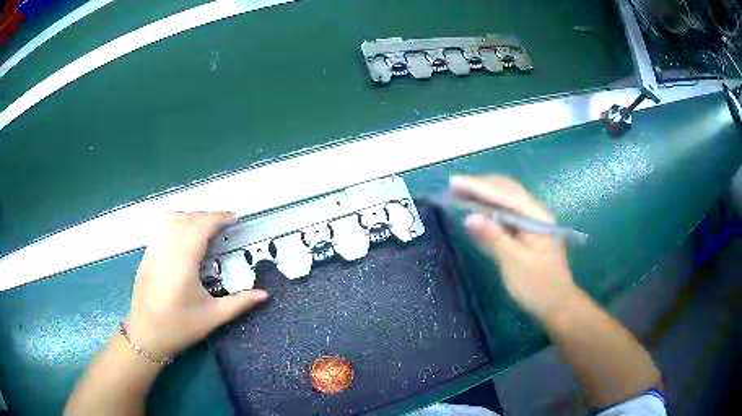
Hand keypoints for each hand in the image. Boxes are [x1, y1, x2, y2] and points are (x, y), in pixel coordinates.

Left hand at [125, 212, 268, 359]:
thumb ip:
§ §
REQUIRED WORK
The job is to set down the whole listing exactly, excluding any images.

WRITTEN REPLY
Hand keypoints for each hand in the image. Boxes are [x1, y1, x2, y2] and points are (x, y), in pixel coordinates.

Left hand at [125, 212, 268, 359]:
thumb ip:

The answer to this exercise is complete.